→ TASK TO CARRY OUT
In the records below, find the line with "ring mcp: (819, 344)"; retype that line and all the following lines through the end, exactly, and add nothing.

________

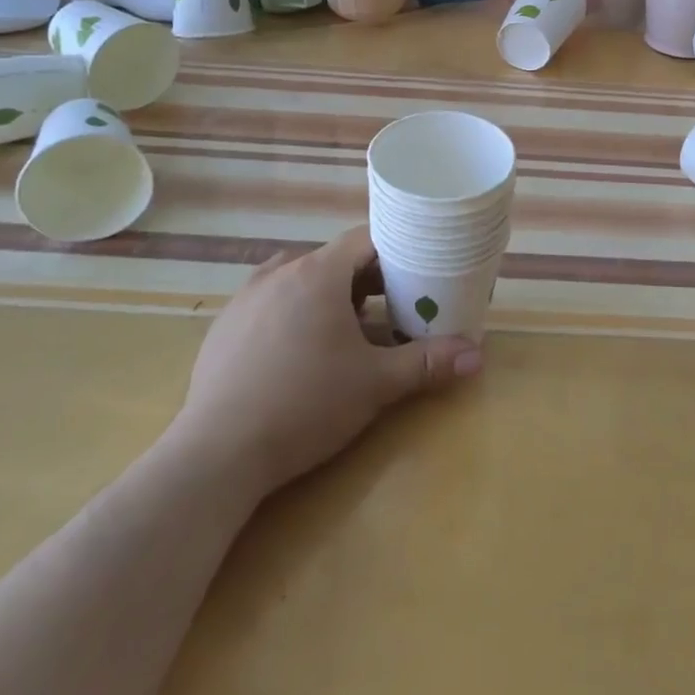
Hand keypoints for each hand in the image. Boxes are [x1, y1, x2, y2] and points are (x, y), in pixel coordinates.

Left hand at [169, 226, 482, 492]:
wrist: (217, 454)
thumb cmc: (305, 405)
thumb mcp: (375, 384)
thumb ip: (427, 363)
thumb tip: (477, 355)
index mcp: (318, 273)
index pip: (365, 240)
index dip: (395, 251)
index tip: (417, 270)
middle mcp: (280, 272)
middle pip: (333, 260)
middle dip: (366, 280)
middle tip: (393, 307)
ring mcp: (246, 298)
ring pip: (299, 279)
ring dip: (328, 295)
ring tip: (348, 329)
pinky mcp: (224, 326)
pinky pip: (269, 302)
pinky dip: (293, 312)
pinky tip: (299, 351)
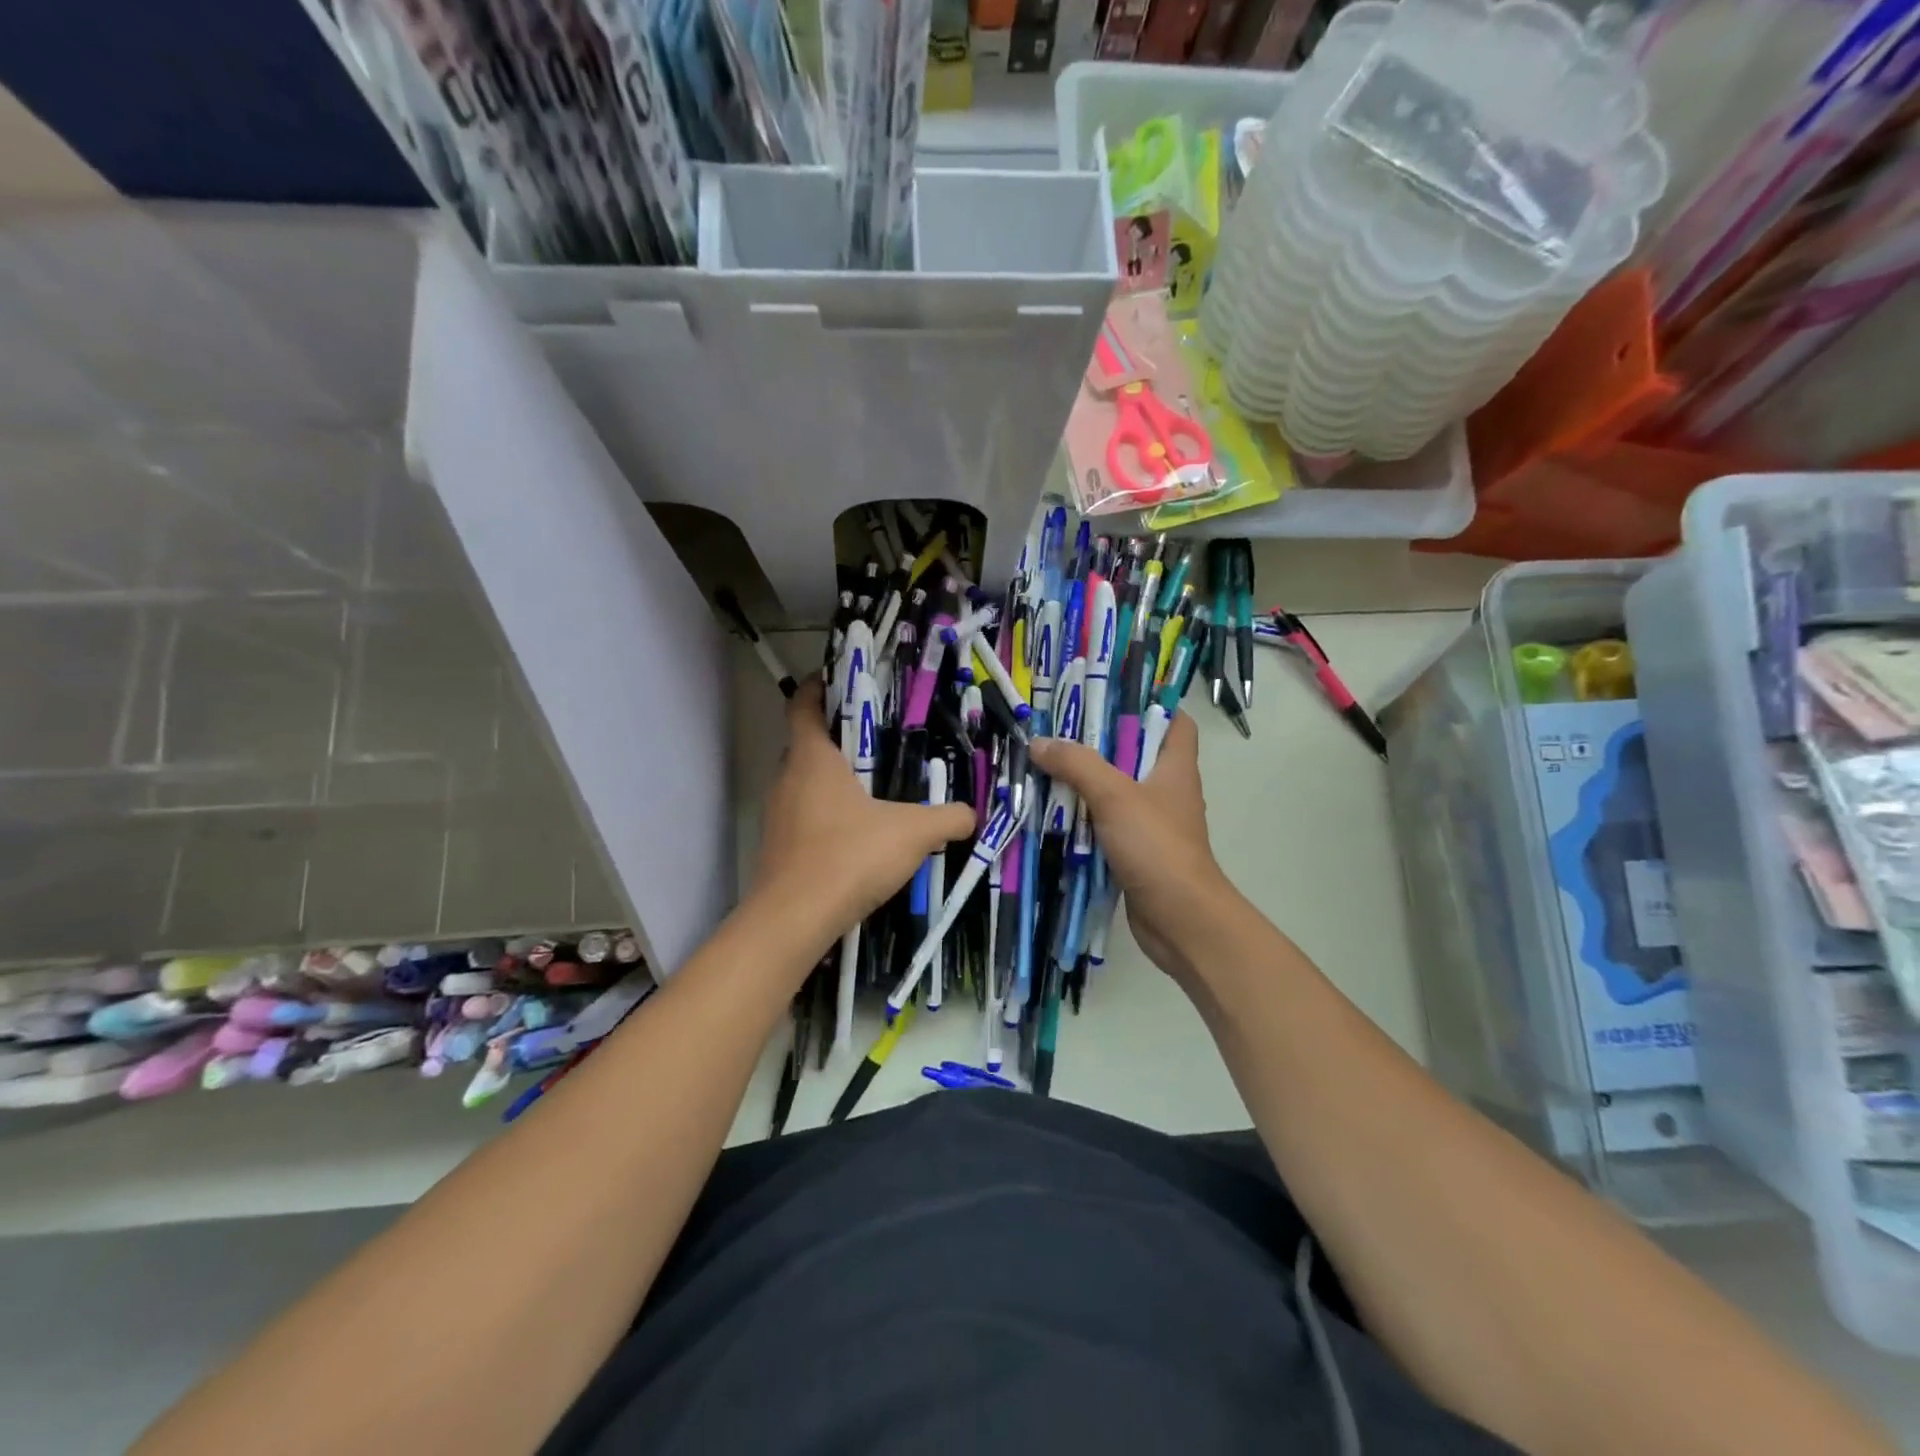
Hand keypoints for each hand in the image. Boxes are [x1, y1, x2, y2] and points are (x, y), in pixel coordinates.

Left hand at [752, 678, 975, 948]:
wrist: (794, 920)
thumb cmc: (849, 855)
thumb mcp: (912, 832)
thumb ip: (947, 818)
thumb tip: (972, 813)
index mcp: (812, 758)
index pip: (803, 705)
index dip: (816, 687)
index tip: (838, 680)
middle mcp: (787, 779)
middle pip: (805, 744)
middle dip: (835, 737)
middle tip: (874, 739)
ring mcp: (777, 815)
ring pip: (804, 783)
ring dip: (831, 780)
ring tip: (871, 787)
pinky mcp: (778, 848)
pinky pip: (803, 816)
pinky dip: (826, 814)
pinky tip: (857, 834)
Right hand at [1030, 714, 1232, 981]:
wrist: (1180, 919)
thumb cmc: (1157, 846)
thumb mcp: (1114, 796)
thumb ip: (1077, 765)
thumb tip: (1039, 742)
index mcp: (1175, 766)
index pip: (1175, 722)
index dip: (1150, 705)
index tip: (1108, 698)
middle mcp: (1166, 790)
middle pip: (1134, 753)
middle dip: (1098, 743)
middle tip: (1057, 731)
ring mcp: (1152, 822)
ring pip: (1116, 791)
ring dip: (1085, 782)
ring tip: (1045, 766)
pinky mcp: (1136, 850)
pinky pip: (1106, 824)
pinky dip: (1083, 818)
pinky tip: (1052, 813)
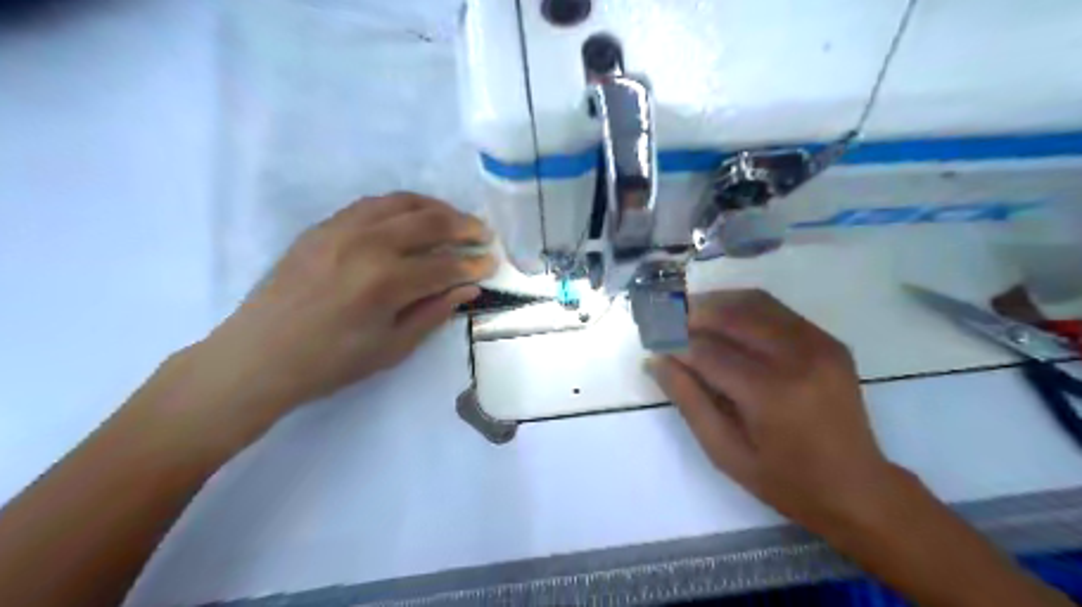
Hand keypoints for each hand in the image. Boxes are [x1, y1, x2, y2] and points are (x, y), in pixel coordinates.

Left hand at [179, 195, 497, 435]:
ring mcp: (341, 229)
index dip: (473, 265)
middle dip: (463, 226)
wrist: (258, 356)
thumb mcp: (392, 347)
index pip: (444, 266)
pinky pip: (370, 204)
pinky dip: (400, 206)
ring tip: (454, 219)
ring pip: (400, 202)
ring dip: (434, 207)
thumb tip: (468, 289)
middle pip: (428, 222)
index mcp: (385, 282)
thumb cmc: (331, 362)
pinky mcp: (322, 227)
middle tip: (483, 233)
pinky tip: (411, 217)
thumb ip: (434, 312)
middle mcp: (367, 244)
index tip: (492, 263)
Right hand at [650, 291, 906, 538]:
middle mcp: (797, 358)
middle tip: (666, 319)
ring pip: (755, 302)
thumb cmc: (785, 480)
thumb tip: (656, 361)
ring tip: (690, 314)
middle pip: (732, 315)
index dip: (675, 343)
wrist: (858, 488)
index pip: (708, 352)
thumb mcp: (725, 452)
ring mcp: (819, 344)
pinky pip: (777, 310)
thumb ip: (689, 401)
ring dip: (716, 303)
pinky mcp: (829, 340)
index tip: (652, 341)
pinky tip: (725, 320)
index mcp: (771, 394)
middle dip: (692, 313)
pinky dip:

________

→ RESULT OF THIS TASK
ring mcp: (819, 344)
pinky pip: (777, 310)
thumb ip: (689, 401)
ring dip: (716, 303)
pinky mcp: (829, 340)
index tip: (652, 341)
pinky tip: (725, 320)
index mcp: (771, 394)
middle dip: (692, 313)
pinky dip:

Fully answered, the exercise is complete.